This is almost my exact setup except I use a Knight Wolverine. Those 290 Barnes TMZ's hit like a freight train, most humane kills I've ever seen. I have had problems with the Barnes sabots so I might switch them out this year.


----------



## goosefreak (Aug 20, 2009)

I shoot the Accura V2 with BH209 powder and the 290gr TMZ (with the yellow sabot it comes with) and it shoot excellent out to 200 yards. Thats as far as iv shot, nice tight groups. They go down the pipe a little snug but, I have no problem with them. Everyone i'v dug out of the hillside has expanded nicely..

unfortunately for me, I have never shot an animal with them. Mostly because I'v only muzzy hunted once but, I have shot the piss out of my muzzy. I think its time for me to draw some blood with my muzzleloader. 

Here's to the 2019 draw! :O--O:


----------



## taxidermist (Sep 11, 2007)

justismi28 said:


> Yeah the TMZ is a Barnes. Its a tipped boattail which I felt if I could get a boattail to load\shoot straight in a ml it'll give just a little edge over the TEZ ballistically speaking. Problem with them, was I had the darndest time getting the barnes supplied mmp sabot to load. It was just way to tight in my bore, so I ordered some yellow crushed ribs.
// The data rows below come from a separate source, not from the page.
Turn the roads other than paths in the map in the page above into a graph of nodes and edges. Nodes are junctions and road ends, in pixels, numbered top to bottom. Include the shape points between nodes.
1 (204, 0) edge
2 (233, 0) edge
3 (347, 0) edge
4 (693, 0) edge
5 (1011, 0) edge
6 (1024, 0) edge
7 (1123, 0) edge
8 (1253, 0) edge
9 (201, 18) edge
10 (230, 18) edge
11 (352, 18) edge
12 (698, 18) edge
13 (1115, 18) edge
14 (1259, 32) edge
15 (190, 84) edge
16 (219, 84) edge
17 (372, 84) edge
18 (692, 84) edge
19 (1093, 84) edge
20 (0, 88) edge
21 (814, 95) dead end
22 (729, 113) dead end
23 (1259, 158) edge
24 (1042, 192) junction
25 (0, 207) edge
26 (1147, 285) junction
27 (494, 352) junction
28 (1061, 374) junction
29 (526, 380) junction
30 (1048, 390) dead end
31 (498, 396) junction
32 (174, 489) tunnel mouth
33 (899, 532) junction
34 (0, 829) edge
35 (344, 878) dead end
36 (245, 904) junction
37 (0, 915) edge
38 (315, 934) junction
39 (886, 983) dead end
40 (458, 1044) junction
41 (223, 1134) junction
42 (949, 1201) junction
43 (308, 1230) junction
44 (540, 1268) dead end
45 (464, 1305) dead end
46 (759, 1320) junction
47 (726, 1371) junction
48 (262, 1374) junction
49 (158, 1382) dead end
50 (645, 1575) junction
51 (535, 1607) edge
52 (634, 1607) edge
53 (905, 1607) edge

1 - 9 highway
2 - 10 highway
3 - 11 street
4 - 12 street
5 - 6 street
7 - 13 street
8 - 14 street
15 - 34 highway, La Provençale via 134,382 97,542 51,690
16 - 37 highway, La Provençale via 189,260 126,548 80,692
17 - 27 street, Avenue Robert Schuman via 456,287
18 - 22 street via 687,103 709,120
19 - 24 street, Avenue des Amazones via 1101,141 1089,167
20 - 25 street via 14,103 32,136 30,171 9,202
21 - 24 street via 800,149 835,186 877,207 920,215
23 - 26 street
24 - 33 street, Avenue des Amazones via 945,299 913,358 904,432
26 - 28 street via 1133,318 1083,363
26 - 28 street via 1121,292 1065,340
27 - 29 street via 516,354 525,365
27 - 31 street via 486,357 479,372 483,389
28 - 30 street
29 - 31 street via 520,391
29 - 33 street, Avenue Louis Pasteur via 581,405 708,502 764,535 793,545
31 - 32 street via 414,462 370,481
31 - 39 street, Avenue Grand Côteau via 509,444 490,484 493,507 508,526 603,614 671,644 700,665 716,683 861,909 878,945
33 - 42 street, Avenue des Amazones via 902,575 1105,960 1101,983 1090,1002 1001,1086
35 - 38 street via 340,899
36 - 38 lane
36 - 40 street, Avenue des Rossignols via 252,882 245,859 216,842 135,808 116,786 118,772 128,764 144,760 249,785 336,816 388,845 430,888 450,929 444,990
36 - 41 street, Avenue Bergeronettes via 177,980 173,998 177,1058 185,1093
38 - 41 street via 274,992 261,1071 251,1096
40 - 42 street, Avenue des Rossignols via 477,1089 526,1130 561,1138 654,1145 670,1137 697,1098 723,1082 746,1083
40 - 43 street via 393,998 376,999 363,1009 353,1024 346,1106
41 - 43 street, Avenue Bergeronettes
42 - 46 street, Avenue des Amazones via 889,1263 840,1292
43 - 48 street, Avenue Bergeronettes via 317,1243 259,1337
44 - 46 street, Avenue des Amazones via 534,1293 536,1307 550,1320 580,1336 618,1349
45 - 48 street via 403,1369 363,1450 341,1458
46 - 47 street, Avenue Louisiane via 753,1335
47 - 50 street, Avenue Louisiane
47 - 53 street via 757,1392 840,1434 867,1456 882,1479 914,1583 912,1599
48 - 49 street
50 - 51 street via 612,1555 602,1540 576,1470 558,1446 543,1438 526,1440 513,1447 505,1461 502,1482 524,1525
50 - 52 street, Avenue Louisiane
While waiting on that order to arrive, I picked up a couple other different bullets including the TEZ. Most shot ok, but once I put on the yellow sabots and shot the TMZ again. I just didn't see any way I was going to top it.
> 
> I've shot a few deer with the 250 gr TEZ out of my old Accura and was never able to recover a bullet, and based on the holes expansion was as advertised. With that experience I don't have any reason to believe the TMZ will perform any differently.
> 
> Hopefully I get the opportunity to provide a recap of my elk hunt this year and I'll be able to give you some more real world experience.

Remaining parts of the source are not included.